» WHAT IS BEING ASKED:
In the listing below, find each line that holds the string "white" and copy it.

RECORDS Start Marker

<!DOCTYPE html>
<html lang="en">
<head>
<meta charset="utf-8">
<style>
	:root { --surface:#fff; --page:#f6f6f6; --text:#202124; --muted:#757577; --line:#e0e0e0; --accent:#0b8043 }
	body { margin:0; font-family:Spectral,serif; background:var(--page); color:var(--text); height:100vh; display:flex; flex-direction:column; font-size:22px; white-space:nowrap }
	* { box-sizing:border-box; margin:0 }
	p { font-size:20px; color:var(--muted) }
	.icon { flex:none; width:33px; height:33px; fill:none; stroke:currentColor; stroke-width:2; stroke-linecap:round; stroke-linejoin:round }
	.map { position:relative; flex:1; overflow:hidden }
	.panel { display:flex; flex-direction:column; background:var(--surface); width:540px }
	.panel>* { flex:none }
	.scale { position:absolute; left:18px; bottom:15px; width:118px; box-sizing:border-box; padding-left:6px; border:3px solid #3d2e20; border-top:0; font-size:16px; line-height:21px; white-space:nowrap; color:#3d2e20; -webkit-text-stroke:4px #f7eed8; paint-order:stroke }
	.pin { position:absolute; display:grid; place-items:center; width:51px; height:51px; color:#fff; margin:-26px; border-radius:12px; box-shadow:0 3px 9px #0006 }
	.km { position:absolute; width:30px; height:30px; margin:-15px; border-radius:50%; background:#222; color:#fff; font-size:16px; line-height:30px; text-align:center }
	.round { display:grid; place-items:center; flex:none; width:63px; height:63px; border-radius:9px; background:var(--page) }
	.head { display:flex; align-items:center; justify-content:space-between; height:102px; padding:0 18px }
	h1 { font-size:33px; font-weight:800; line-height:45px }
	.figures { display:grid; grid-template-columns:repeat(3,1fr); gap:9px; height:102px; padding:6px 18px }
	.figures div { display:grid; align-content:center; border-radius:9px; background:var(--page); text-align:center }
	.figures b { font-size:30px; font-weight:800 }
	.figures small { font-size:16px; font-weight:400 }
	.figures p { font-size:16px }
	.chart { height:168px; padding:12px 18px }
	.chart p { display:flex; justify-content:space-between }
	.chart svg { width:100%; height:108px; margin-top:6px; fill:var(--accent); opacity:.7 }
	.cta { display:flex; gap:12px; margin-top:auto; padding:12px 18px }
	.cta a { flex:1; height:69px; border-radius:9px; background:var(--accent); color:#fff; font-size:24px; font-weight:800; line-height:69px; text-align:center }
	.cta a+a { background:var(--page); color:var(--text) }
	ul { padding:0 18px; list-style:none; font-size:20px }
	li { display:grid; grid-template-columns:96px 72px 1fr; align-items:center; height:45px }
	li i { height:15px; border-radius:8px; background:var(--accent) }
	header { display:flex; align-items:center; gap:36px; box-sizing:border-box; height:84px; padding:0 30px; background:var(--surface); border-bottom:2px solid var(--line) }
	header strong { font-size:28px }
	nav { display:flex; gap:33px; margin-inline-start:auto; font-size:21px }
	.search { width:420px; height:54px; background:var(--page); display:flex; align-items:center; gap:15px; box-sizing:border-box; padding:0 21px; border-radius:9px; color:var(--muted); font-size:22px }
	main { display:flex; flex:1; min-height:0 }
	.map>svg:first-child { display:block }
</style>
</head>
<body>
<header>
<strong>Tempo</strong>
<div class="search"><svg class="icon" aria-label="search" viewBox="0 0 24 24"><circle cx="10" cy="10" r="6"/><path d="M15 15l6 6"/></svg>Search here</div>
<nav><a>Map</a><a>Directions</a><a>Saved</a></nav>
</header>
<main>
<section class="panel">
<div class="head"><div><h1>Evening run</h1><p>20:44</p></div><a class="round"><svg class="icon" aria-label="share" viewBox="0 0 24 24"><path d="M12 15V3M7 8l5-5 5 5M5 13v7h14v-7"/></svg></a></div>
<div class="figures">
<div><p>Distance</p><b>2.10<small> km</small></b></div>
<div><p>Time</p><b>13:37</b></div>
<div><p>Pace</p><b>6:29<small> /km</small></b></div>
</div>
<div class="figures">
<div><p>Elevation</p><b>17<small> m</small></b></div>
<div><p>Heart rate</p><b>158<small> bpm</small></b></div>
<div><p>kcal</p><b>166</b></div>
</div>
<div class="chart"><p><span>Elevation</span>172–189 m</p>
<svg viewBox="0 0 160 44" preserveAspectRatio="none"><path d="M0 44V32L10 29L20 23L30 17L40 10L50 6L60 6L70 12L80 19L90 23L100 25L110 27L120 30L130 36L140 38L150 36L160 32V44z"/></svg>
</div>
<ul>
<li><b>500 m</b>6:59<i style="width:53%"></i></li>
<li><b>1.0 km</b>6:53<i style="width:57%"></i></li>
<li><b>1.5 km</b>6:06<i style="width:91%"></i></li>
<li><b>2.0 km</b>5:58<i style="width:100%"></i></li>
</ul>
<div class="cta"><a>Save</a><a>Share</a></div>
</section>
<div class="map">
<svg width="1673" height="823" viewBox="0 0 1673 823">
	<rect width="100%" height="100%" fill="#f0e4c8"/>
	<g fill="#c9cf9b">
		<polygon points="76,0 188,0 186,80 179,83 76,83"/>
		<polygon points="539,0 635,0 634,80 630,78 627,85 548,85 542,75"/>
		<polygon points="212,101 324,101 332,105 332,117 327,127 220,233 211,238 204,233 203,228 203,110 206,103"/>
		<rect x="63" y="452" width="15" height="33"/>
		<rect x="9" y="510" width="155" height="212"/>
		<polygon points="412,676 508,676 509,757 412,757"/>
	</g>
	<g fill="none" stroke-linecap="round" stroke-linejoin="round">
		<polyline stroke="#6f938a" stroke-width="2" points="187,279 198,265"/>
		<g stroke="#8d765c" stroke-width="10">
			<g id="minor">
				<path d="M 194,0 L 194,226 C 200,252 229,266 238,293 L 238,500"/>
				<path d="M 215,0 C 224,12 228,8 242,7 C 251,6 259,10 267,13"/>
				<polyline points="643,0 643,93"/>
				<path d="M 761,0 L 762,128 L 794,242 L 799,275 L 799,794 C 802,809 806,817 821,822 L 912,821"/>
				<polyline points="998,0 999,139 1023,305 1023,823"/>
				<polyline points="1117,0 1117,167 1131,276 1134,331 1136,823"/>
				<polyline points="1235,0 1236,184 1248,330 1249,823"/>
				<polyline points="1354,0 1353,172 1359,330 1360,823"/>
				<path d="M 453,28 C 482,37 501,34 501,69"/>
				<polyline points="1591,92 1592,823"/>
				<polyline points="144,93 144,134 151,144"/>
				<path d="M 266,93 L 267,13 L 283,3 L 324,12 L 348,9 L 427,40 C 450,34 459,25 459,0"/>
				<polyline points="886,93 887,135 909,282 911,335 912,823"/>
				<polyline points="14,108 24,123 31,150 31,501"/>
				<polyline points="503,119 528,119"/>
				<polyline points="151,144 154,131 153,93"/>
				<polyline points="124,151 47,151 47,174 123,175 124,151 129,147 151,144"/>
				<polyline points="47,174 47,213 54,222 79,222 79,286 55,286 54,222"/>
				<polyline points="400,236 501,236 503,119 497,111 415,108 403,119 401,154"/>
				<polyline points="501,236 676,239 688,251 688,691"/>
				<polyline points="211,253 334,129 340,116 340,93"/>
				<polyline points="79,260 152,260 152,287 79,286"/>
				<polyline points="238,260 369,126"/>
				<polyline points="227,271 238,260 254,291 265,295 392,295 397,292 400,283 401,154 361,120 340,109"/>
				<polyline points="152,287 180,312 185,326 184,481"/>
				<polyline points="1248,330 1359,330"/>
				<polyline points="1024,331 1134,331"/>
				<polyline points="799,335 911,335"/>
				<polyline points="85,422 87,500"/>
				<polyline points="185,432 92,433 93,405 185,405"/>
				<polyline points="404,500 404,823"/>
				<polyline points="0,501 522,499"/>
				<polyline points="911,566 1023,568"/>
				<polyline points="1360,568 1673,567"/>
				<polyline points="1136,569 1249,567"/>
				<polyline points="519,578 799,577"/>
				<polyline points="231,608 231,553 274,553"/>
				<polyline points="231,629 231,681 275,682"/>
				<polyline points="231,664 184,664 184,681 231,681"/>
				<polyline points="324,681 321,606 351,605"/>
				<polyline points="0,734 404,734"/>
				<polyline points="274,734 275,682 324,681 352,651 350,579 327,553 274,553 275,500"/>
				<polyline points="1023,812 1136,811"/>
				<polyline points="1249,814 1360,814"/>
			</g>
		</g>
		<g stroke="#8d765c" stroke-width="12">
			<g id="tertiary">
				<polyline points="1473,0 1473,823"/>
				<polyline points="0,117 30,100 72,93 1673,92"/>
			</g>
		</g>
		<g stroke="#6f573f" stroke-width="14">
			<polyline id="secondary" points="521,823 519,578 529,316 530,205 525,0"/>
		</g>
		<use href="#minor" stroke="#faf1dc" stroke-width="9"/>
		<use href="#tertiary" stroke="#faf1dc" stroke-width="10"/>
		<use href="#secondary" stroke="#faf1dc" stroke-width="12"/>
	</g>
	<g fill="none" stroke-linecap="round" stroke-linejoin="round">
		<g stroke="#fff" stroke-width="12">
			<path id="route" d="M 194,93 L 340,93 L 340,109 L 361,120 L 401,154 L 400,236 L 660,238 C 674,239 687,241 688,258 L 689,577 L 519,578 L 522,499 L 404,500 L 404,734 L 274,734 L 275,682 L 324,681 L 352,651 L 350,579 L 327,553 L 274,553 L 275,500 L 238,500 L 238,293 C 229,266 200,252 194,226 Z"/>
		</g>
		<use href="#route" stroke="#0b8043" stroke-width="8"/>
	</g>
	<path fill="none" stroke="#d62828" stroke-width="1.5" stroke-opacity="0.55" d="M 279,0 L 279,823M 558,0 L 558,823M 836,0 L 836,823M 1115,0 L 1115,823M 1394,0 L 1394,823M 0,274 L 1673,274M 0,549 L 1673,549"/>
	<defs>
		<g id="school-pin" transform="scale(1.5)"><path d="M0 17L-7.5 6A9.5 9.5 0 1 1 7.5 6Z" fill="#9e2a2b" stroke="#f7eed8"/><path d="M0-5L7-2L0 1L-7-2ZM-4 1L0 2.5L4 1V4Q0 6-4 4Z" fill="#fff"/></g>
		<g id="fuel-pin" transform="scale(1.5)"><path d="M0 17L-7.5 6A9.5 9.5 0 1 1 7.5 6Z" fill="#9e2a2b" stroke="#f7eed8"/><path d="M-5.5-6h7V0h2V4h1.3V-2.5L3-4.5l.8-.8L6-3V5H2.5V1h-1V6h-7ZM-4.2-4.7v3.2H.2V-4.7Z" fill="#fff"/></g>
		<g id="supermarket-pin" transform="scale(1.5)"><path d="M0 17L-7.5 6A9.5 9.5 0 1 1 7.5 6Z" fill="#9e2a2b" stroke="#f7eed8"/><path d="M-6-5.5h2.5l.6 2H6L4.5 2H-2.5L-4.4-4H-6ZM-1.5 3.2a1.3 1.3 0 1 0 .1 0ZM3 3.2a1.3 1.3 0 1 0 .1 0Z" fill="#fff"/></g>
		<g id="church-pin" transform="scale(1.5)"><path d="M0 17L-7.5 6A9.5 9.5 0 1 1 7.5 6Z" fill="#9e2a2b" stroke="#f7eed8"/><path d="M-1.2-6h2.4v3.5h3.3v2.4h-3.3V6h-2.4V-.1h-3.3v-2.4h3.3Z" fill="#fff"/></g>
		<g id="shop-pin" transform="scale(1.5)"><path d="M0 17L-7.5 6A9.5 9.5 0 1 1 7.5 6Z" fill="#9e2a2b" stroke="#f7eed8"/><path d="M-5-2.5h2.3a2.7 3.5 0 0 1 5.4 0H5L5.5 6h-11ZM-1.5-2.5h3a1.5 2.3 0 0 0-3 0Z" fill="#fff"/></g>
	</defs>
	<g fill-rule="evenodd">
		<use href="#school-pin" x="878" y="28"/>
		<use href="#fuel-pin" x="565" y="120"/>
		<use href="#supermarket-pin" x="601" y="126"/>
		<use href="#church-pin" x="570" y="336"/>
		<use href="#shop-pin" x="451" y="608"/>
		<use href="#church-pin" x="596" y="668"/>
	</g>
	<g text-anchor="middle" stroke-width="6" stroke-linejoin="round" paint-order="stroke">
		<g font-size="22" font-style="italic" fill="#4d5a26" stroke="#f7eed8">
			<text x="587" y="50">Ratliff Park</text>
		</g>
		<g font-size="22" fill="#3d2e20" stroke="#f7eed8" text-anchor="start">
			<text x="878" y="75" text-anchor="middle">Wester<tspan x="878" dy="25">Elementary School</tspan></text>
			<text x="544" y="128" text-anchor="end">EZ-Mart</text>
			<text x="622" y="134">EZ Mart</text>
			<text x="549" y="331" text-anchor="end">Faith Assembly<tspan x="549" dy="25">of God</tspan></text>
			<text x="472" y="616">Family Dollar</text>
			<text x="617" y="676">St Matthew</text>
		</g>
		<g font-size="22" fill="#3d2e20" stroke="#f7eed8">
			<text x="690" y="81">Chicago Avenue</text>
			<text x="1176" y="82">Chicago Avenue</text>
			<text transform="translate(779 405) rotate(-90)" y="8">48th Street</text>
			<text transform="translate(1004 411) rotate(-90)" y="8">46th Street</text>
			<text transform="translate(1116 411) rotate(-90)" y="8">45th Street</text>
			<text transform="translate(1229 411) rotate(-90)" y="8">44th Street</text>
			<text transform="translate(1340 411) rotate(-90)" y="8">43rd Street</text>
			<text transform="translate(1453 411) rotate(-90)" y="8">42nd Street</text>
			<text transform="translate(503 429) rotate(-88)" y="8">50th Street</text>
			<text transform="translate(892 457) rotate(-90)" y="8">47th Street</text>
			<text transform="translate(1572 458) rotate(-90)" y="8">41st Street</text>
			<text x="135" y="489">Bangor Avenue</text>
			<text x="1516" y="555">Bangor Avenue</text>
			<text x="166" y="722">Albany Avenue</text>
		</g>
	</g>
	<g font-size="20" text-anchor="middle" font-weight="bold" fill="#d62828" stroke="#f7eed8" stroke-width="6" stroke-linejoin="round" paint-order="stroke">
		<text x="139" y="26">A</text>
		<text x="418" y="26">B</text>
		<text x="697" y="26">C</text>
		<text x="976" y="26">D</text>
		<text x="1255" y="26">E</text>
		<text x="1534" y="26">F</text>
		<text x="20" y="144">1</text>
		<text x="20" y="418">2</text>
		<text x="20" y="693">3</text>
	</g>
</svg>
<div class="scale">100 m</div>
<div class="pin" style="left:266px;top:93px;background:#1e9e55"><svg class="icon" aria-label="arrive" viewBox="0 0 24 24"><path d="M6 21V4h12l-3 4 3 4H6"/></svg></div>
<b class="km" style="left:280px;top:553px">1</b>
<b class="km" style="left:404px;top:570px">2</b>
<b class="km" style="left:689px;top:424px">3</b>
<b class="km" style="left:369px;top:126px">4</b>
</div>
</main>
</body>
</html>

RECORDS End Marker

» YOUR RESPONSE:
	body { margin:0; font-family:Spectral,serif; background:var(--page); color:var(--text); height:100vh; display:flex; flex-direction:column; font-size:22px; white-space:nowrap }
	.scale { position:absolute; left:18px; bottom:15px; width:118px; box-sizing:border-box; padding-left:6px; border:3px solid #3d2e20; border-top:0; font-size:16px; line-height:21px; white-space:nowrap; color:#3d2e20; -webkit-text-stroke:4px #f7eed8; paint-order:stroke }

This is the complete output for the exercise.